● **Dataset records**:
····················

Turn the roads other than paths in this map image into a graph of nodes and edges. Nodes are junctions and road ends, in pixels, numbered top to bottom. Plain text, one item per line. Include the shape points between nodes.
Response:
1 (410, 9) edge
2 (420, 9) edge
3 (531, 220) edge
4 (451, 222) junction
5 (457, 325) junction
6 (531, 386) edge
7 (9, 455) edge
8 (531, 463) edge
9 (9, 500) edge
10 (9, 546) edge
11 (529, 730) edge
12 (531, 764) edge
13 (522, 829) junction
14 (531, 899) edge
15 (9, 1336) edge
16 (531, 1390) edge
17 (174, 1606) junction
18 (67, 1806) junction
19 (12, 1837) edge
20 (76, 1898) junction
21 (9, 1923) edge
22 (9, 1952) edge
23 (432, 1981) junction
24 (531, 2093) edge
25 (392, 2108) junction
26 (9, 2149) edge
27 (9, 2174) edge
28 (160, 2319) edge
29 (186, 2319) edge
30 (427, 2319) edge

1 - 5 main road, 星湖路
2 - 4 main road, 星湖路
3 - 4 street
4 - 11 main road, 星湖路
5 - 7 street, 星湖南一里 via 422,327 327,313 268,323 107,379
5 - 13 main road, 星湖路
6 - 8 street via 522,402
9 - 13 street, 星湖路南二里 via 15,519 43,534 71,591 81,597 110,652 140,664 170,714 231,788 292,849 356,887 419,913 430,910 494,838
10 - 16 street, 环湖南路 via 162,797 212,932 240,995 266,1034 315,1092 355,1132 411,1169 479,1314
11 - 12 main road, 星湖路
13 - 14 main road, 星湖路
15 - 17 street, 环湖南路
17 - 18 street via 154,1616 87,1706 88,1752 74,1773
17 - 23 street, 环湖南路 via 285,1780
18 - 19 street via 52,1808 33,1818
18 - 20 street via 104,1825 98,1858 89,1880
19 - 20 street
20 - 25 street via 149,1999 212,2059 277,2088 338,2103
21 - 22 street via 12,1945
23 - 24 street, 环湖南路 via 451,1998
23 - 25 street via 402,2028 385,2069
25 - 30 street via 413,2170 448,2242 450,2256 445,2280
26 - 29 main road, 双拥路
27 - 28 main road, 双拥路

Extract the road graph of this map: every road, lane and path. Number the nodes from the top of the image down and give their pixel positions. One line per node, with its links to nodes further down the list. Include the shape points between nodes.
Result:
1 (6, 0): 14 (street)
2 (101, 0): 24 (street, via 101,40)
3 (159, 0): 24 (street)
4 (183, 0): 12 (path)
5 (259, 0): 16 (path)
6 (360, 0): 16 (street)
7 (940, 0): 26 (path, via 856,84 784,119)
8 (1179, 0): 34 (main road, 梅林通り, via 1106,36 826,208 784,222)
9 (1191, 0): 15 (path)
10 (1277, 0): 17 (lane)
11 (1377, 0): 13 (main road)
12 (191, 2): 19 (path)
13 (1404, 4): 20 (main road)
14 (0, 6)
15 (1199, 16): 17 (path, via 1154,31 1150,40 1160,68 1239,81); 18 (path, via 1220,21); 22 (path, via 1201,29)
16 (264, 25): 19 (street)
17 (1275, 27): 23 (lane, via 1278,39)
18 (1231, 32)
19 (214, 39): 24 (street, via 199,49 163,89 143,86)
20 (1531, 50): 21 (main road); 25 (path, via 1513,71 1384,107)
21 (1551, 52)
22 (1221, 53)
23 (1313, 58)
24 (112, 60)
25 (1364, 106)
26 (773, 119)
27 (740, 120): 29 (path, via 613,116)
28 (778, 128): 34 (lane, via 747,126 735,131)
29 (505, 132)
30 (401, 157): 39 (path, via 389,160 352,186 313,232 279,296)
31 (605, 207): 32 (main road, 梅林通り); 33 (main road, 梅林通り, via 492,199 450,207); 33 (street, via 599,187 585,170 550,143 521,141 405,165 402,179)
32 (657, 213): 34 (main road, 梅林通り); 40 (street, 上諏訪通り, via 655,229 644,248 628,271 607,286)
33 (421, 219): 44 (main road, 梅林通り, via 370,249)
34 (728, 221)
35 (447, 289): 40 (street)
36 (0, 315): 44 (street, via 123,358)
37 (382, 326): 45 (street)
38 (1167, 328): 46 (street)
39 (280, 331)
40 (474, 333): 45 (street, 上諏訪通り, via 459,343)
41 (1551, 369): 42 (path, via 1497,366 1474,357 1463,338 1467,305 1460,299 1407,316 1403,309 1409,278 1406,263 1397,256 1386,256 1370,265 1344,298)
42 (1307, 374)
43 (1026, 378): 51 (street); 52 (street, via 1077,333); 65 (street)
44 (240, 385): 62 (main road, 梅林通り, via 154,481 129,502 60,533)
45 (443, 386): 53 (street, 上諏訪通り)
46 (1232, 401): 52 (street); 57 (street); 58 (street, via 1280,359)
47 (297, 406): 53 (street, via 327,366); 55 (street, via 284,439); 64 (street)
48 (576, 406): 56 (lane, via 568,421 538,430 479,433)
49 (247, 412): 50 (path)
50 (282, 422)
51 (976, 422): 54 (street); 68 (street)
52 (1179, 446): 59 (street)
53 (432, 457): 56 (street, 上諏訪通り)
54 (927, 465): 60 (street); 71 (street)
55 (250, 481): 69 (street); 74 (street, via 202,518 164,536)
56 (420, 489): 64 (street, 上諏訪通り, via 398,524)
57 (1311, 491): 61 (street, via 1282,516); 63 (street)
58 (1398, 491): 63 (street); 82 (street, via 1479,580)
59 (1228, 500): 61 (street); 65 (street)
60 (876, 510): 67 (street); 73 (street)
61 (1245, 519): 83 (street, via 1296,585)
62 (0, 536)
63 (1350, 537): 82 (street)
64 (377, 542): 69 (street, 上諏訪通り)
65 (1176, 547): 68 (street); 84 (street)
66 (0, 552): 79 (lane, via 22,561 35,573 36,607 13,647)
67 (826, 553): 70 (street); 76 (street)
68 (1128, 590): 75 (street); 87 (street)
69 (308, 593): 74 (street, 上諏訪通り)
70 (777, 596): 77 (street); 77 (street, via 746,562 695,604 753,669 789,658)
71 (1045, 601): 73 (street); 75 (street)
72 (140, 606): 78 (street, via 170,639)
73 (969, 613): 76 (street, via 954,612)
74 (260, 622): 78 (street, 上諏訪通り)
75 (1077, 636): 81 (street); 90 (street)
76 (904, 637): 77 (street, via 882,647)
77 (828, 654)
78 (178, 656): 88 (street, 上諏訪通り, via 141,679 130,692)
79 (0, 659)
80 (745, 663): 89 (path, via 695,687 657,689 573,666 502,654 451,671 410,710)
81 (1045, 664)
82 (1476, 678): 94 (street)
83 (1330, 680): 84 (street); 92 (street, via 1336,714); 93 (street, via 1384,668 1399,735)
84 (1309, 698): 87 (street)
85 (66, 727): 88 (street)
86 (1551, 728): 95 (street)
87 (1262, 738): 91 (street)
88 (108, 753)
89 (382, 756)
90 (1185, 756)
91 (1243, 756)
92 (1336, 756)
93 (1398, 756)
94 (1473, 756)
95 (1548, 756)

····················

● **WHAT THE TASK REQUIRES**: Show all lines in the entries above where the word "环湖南路" appears.

● **RESPONSE BOX**:
10 - 16 street, 环湖南路 via 162,797 212,932 240,995 266,1034 315,1092 355,1132 411,1169 479,1314
15 - 17 street, 环湖南路
17 - 23 street, 环湖南路 via 285,1780
23 - 24 street, 环湖南路 via 451,1998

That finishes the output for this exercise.